The interpolator returns an interpolating function. You can ask for the value at given point:

scala> f(2.5)
6.5

If the coordinate is not in the interpolation range, the result will be extrapolated.

The function is an universal function, so you can also pass an vector or matrix or any other iterable object:

scala> f(DenseVector(1.0, 1.25, 1.5))
DenseVector(4.0, 5.0, 6.0)

There is also CubicInterpolator implementing spline interpolation of third order.

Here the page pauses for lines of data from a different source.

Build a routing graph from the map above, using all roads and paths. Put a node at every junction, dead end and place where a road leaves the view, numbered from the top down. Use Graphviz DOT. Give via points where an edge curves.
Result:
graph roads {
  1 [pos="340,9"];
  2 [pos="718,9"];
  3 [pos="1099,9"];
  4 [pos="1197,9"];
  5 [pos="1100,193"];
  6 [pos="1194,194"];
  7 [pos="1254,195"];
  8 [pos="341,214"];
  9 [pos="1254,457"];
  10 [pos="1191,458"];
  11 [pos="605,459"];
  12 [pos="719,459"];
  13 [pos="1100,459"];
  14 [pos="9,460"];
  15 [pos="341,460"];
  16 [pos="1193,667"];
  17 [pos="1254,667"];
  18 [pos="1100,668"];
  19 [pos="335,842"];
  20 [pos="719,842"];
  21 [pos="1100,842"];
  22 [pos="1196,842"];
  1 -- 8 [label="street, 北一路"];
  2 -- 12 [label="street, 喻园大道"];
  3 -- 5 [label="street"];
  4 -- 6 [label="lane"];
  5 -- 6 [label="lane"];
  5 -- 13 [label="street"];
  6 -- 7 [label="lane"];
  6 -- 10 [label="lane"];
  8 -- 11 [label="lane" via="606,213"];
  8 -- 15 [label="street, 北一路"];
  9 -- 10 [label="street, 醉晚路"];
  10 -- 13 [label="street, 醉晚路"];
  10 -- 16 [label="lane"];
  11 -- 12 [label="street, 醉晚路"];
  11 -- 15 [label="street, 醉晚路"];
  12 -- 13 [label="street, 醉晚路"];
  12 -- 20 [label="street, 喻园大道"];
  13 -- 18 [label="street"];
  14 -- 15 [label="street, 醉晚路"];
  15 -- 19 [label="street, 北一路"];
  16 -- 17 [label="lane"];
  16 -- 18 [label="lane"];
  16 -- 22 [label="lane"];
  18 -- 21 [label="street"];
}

It doesn't support extrapolation and throws an OutOfTheBoundsException if you pass an argument that is not in the interpolation range.

Writing your own 1D interpolator

There are two ways to write your own univariate interpolator. The simpler but more rigid one is to extend the HandyUnivariateInterpolator and pass it vector of x and y coordinates. You need to implement only interpolate(x) method where you can assume that the argument x is in the interpolation range (so it's between the minimum and maximum of x coordinates):

class MyInterpolator (x_coords: Vector[Double],
                      y_coords: Vector[Double])
                     extends HandyUnivariateInterpolator(x_coords, y_coords) {
  override protected def interpolate(x: Double): Double = ...
}

HandyUnivariateInterpolator validates x_coords and y_coords coordinates and creates X and Y arrays sorted by X coordinate. You can access this members inside interpolate method or anywhere inside the class.

You can also override extrapolate method that is called when the argument is not in the range. By default, this method raises an OutOfTheBoundsException.

If you don't want to distinguish between interpolation and extrapolation, you can override the public apply method. The default implementation is:

def apply(x: T): T = {
  if (x < X(0) || x > X(X.size - 1))
    extrapolate(x)
  else
    interpolate(x)
}

The second way is more flexible. You only need to extend UnivariateInterpolator trait and implement apply(x) method. You are on your own to validate the x argument.

class DummyInterpolator() extends UnivariateInterpolator {
  def apply(x: Double): Double = 0
}

No matter which way you implement your interpolator, it's always an universal function and, therefore, it automatically plays well when you pass an vector or matrix instead of a plain double.